Records to use →
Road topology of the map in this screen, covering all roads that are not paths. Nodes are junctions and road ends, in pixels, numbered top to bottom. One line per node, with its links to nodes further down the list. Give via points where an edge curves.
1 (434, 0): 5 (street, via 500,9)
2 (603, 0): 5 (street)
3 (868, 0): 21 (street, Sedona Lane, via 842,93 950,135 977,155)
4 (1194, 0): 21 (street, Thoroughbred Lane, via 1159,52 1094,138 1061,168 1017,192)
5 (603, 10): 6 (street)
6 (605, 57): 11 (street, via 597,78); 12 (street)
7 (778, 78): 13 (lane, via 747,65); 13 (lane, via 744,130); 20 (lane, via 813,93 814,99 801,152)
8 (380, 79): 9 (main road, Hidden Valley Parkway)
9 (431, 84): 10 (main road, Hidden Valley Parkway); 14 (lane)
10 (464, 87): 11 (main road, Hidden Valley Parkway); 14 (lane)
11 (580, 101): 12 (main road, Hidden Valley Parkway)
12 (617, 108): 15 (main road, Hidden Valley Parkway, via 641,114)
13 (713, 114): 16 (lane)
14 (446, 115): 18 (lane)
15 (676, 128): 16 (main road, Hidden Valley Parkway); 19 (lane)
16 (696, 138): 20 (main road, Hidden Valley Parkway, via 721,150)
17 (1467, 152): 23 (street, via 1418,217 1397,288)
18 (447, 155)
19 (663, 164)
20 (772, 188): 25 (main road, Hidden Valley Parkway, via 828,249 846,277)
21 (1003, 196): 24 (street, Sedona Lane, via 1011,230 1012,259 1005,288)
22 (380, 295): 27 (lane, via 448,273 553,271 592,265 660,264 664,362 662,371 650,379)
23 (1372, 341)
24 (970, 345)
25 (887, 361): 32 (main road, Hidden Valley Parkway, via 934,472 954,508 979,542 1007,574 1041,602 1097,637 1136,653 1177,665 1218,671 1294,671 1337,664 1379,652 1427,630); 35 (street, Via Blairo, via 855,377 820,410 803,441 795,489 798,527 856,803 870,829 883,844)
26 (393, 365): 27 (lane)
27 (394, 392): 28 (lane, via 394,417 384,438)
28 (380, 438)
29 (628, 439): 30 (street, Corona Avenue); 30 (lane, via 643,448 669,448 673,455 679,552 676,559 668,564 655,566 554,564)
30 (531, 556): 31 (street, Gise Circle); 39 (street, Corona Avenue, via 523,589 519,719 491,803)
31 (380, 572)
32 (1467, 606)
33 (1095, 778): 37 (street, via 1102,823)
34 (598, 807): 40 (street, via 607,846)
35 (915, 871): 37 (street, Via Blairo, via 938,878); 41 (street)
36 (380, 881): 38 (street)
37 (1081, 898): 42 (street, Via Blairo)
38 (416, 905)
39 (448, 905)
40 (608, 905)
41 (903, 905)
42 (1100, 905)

Description of the task → Each record above needs to be given again exactly as written.

Output below →
Road topology of the map in this screen, covering all roads that are not paths. Nodes are junctions and road ends, in pixels, numbered top to bottom. One line per node, with its links to nodes further down the list. Give via points where an edge curves.
1 (434, 0): 5 (street, via 500,9)
2 (603, 0): 5 (street)
3 (868, 0): 21 (street, Sedona Lane, via 842,93 950,135 977,155)
4 (1194, 0): 21 (street, Thoroughbred Lane, via 1159,52 1094,138 1061,168 1017,192)
5 (603, 10): 6 (street)
6 (605, 57): 11 (street, via 597,78); 12 (street)
7 (778, 78): 13 (lane, via 747,65); 13 (lane, via 744,130); 20 (lane, via 813,93 814,99 801,152)
8 (380, 79): 9 (main road, Hidden Valley Parkway)
9 (431, 84): 10 (main road, Hidden Valley Parkway); 14 (lane)
10 (464, 87): 11 (main road, Hidden Valley Parkway); 14 (lane)
11 (580, 101): 12 (main road, Hidden Valley Parkway)
12 (617, 108): 15 (main road, Hidden Valley Parkway, via 641,114)
13 (713, 114): 16 (lane)
14 (446, 115): 18 (lane)
15 (676, 128): 16 (main road, Hidden Valley Parkway); 19 (lane)
16 (696, 138): 20 (main road, Hidden Valley Parkway, via 721,150)
17 (1467, 152): 23 (street, via 1418,217 1397,288)
18 (447, 155)
19 (663, 164)
20 (772, 188): 25 (main road, Hidden Valley Parkway, via 828,249 846,277)
21 (1003, 196): 24 (street, Sedona Lane, via 1011,230 1012,259 1005,288)
22 (380, 295): 27 (lane, via 448,273 553,271 592,265 660,264 664,362 662,371 650,379)
23 (1372, 341)
24 (970, 345)
25 (887, 361): 32 (main road, Hidden Valley Parkway, via 934,472 954,508 979,542 1007,574 1041,602 1097,637 1136,653 1177,665 1218,671 1294,671 1337,664 1379,652 1427,630); 35 (street, Via Blairo, via 855,377 820,410 803,441 795,489 798,527 856,803 870,829 883,844)
26 (393, 365): 27 (lane)
27 (394, 392): 28 (lane, via 394,417 384,438)
28 (380, 438)
29 (628, 439): 30 (street, Corona Avenue); 30 (lane, via 643,448 669,448 673,455 679,552 676,559 668,564 655,566 554,564)
30 (531, 556): 31 (street, Gise Circle); 39 (street, Corona Avenue, via 523,589 519,719 491,803)
31 (380, 572)
32 (1467, 606)
33 (1095, 778): 37 (street, via 1102,823)
34 (598, 807): 40 (street, via 607,846)
35 (915, 871): 37 (street, Via Blairo, via 938,878); 41 (street)
36 (380, 881): 38 (street)
37 (1081, 898): 42 (street, Via Blairo)
38 (416, 905)
39 (448, 905)
40 (608, 905)
41 (903, 905)
42 (1100, 905)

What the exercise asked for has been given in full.